37. Clauses 15.1 and 15.2 of the Principal Agreement referred to the Trademark Registered User License Agreement. Firstly, it is provided that respondent no.9, Mr. Kocha and Chloro Controls acknowledged that Capital Controls was the sole owner of certain trademarks and trade- names used by Capital Controls in connection with the sale of the products. Besides agreeing that they would not adopt, use or register as a trademark or tradename any word or symbol, which in the opinion of Capital Controls is confusingly similar to their trademarks, there the joint venture company was required to enter into a Trademark Registered User License Agreement for obtaining the right to use certain trademarks and tradenames and it was further specifically provided that the said agreement formed part of the Financial and Technical Know-How License Agreement.

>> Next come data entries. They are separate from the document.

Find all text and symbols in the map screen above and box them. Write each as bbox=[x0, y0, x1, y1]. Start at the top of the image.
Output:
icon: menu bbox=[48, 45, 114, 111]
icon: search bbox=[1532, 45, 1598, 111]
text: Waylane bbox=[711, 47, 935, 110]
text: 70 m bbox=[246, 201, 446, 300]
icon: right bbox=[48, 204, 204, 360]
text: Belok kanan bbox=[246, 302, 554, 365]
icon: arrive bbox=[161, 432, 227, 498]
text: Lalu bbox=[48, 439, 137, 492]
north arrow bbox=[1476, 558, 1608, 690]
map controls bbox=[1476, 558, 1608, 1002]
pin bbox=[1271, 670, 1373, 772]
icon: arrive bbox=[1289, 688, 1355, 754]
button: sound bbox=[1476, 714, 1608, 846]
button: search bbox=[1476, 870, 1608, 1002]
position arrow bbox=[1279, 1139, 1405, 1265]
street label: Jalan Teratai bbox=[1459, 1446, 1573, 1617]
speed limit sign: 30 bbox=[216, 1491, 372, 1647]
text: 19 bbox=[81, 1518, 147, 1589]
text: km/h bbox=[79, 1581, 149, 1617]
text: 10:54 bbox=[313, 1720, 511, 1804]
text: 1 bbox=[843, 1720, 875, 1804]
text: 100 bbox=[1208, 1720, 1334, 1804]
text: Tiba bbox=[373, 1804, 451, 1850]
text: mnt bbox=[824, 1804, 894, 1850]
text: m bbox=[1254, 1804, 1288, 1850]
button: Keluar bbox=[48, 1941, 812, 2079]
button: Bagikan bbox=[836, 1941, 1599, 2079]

38. The Trademark Registered User Agreement, as already noticed, was executed between the respondent no.1 and respondent no.5, the joint venture company. The relationship between the parties under this agreement was contractual and respondent no.1 had agreed to grant user permission to use the trademarks, subject to the terms and conditions specified in the agreement. The agreement was executed with the clear intention that the license owner (respondent No. 1) would provide its secret drawings, plans, specifications, test data, formulae and other manufacturing procedures and as well as technical know-how for assembly, manufacture, quality control and testing of goods to the licensee, the joint venture company. The agreement dealt with various aspects including grant of non-exclusive right to use the trademarks in relation to the goods in the territory as the registered user of the trademarks. In terms of clause 10 of the agreement, the joint venture company was not to acquire any ownership interest in the trademarks or registrations thereof by virtue of use of trademark and it was specifically agreed that every permitted use of trademarks by the user would enure to the benefit of the licensor company. This Agreement was to terminate automatically in the event the License Agreement i.e. the Financial and Technical Know-How License Agreement, was terminated for any reason. Clause 13 also provided that the permitted use of the trademarks did not involve the payment of any royalty or other consideration, other than the royalties payable under the Financial and Technical Know-How License Agreement by joint venture company to the licensor company. This agreement was terminable on the conditions stipulated in clause 16, which again were similar to the termination clause provided in other agreements. This Agreement did not contain an arbitration clause. Supplementary Collaboration Agreement

39. The last of the documents in this series which requires to be mentioned by the Court is the Supplementary Collaboration Agreement. Any joint venture agreement in India which is in collaboration with a foreign partner can be commenced only after obtaining the permission of the Government of India. The parties herein had already executed a joint venture agreement dated 16th November, 1995. The company obtained the permission of the Government of India vide its letter No. FC-II 830(96)245(96) dated 11th October, 1996 amended on 21st April, 1997. The company then commenced the operation and business of the joint venture company with effect from 1st April, 1997.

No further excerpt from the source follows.